====== Records supplied ======

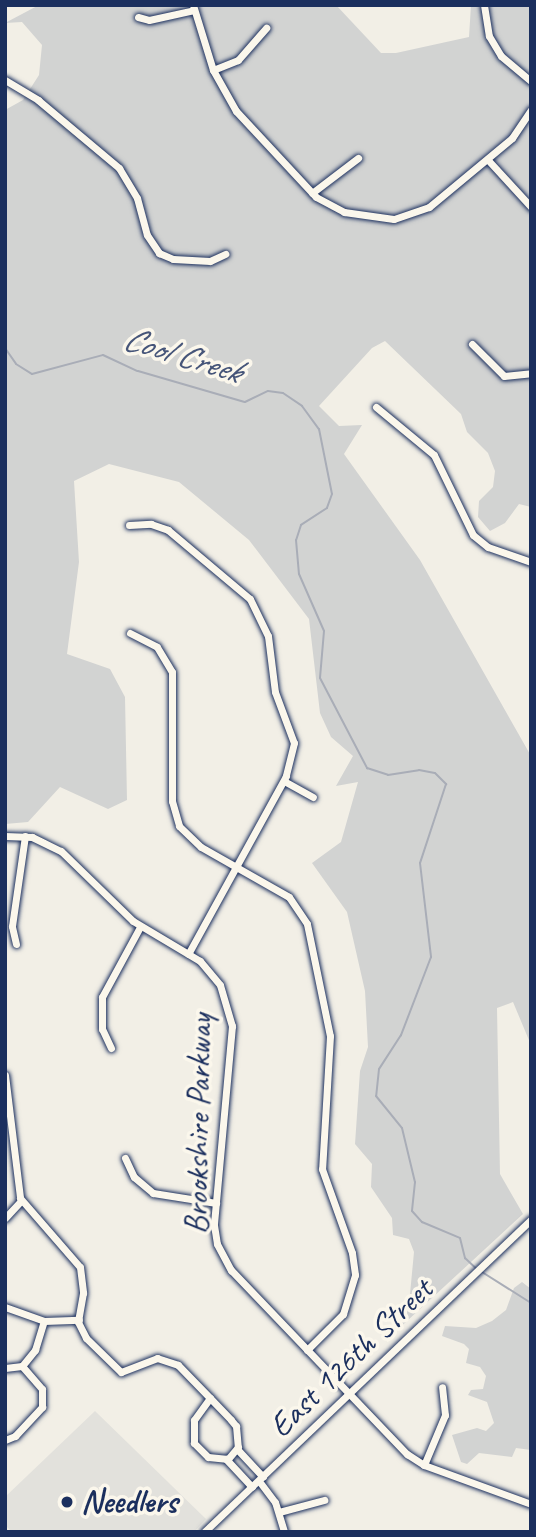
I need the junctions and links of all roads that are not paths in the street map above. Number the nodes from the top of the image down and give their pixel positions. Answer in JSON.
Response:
{"nodes":[{"id":1,"x":484,"y":5,"type":"edge"},
{"id":2,"x":194,"y":8,"type":"edge"},
{"id":3,"x":138,"y":17,"type":"dead end"},
{"id":4,"x":266,"y":28,"type":"dead end"},
{"id":5,"x":213,"y":70,"type":"junction"},
{"id":6,"x":5,"y":80,"type":"edge"},
{"id":7,"x":531,"y":81,"type":"edge"},
{"id":8,"x":531,"y":110,"type":"edge"},
{"id":9,"x":358,"y":158,"type":"dead end"},
{"id":10,"x":488,"y":160,"type":"junction"},
{"id":11,"x":312,"y":193,"type":"junction"},
{"id":12,"x":531,"y":206,"type":"edge"},
{"id":13,"x":225,"y":254,"type":"dead end"},
{"id":14,"x":472,"y":344,"type":"dead end"},
{"id":15,"x":531,"y":373,"type":"edge"},
{"id":16,"x":376,"y":407,"type":"dead end"},
{"id":17,"x":129,"y":525,"type":"dead end"},
{"id":18,"x":531,"y":562,"type":"edge"},
{"id":19,"x":130,"y":633,"type":"dead end"},
{"id":20,"x":284,"y":781,"type":"junction"},
{"id":21,"x":313,"y":797,"type":"dead end"},
{"id":22,"x":5,"y":836,"type":"edge"},
{"id":23,"x":25,"y":836,"type":"junction"},
{"id":24,"x":236,"y":867,"type":"junction"},
{"id":25,"x":140,"y":927,"type":"junction"},
{"id":26,"x":16,"y":944,"type":"dead end"},
{"id":27,"x":188,"y":954,"type":"junction"},
{"id":28,"x":111,"y":1048,"type":"dead end"},
{"id":29,"x":5,"y":1075,"type":"edge"},
{"id":30,"x":125,"y":1158,"type":"dead end"},
{"id":31,"x":21,"y":1201,"type":"junction"},
{"id":32,"x":216,"y":1203,"type":"junction"},
{"id":33,"x":5,"y":1217,"type":"edge"},
{"id":34,"x":531,"y":1219,"type":"edge"},
{"id":35,"x":5,"y":1307,"type":"edge"},
{"id":36,"x":79,"y":1320,"type":"junction"},
{"id":37,"x":44,"y":1321,"type":"junction"},
{"id":38,"x":307,"y":1350,"type":"junction"},
{"id":39,"x":22,"y":1366,"type":"junction"},
{"id":40,"x":5,"y":1368,"type":"edge"},
{"id":41,"x":442,"y":1387,"type":"dead end"},
{"id":42,"x":349,"y":1393,"type":"junction"},
{"id":43,"x":210,"y":1398,"type":"junction"},
{"id":44,"x":5,"y":1440,"type":"edge"},
{"id":45,"x":237,"y":1449,"type":"junction"},
{"id":46,"x":226,"y":1459,"type":"junction"},
{"id":47,"x":424,"y":1465,"type":"junction"},
{"id":48,"x":261,"y":1479,"type":"junction"},
{"id":49,"x":252,"y":1487,"type":"junction"},
{"id":50,"x":324,"y":1500,"type":"dead end"},
{"id":51,"x":531,"y":1504,"type":"edge"},
{"id":52,"x":279,"y":1512,"type":"junction"},
{"id":53,"x":204,"y":1532,"type":"edge"},
{"id":54,"x":284,"y":1532,"type":"edge"}],
"edges":[{"from":1,"to":7,"type":"street"},
{"from":2,"to":3,"type":"street"},
{"from":2,"to":5,"type":"street"},
{"from":4,"to":5,"type":"street"},
{"from":5,"to":11,"type":"street"},
{"from":6,"to":13,"type":"street"},
{"from":8,"to":10,"type":"street"},
{"from":9,"to":11,"type":"street"},
{"from":10,"to":11,"type":"street"},
{"from":10,"to":12,"type":"street"},
{"from":14,"to":15,"type":"street"},
{"from":16,"to":18,"type":"street"},
{"from":17,"to":20,"type":"street"},
{"from":19,"to":24,"type":"street"},
{"from":20,"to":21,"type":"street"},
{"from":20,"to":24,"type":"street"},
{"from":22,"to":23,"type":"street","name":"Brookshire Parkway"},
{"from":23,"to":25,"type":"street","name":"Brookshire Parkway"},
{"from":23,"to":26,"type":"street"},
{"from":24,"to":27,"type":"street"},
{"from":24,"to":38,"type":"street"},
{"from":25,"to":27,"type":"street","name":"Brookshire Parkway"},
{"from":25,"to":28,"type":"street"},
{"from":27,"to":32,"type":"street","name":"Brookshire Parkway"},
{"from":29,"to":31,"type":"street"},
{"from":30,"to":32,"type":"street"},
{"from":31,"to":33,"type":"street"},
{"from":31,"to":36,"type":"street"},
{"from":32,"to":38,"type":"street","name":"Brookshire Parkway"},
{"from":34,"to":42,"type":"street","name":"East 126th Street"},
{"from":35,"to":37,"type":"street"},
{"from":36,"to":37,"type":"street"},
{"from":36,"to":43,"type":"street"},
{"from":37,"to":39,"type":"street"},
{"from":38,"to":42,"type":"street","name":"Brookshire Parkway"},
{"from":39,"to":40,"type":"street"},
{"from":39,"to":44,"type":"street"},
{"from":41,"to":47,"type":"street"},
{"from":42,"to":47,"type":"street","name":"Brookshire Parkway"},
{"from":42,"to":48,"type":"street","name":"East 126th Street"},
{"from":43,"to":45,"type":"street"},
{"from":43,"to":46,"type":"street"},
{"from":45,"to":46,"type":"street"},
{"from":45,"to":48,"type":"street"},
{"from":46,"to":49,"type":"street"},
{"from":47,"to":51,"type":"street","name":"Brookshire Parkway"},
{"from":48,"to":49,"type":"street","name":"East 126th Street"},
{"from":48,"to":52,"type":"street"},
{"from":49,"to":53,"type":"street","name":"East 126th Street"},
{"from":50,"to":52,"type":"street"},
{"from":52,"to":54,"type":"street"}]}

======

[Task instructions]: Look for the word "East". Copy out every line of the data that has it.

[Written reply]:
{"from":34,"to":42,"type":"street","name":"East 126th Street"},
{"from":42,"to":48,"type":"street","name":"East 126th Street"},
{"from":48,"to":49,"type":"street","name":"East 126th Street"},
{"from":49,"to":53,"type":"street","name":"East 126th Street"},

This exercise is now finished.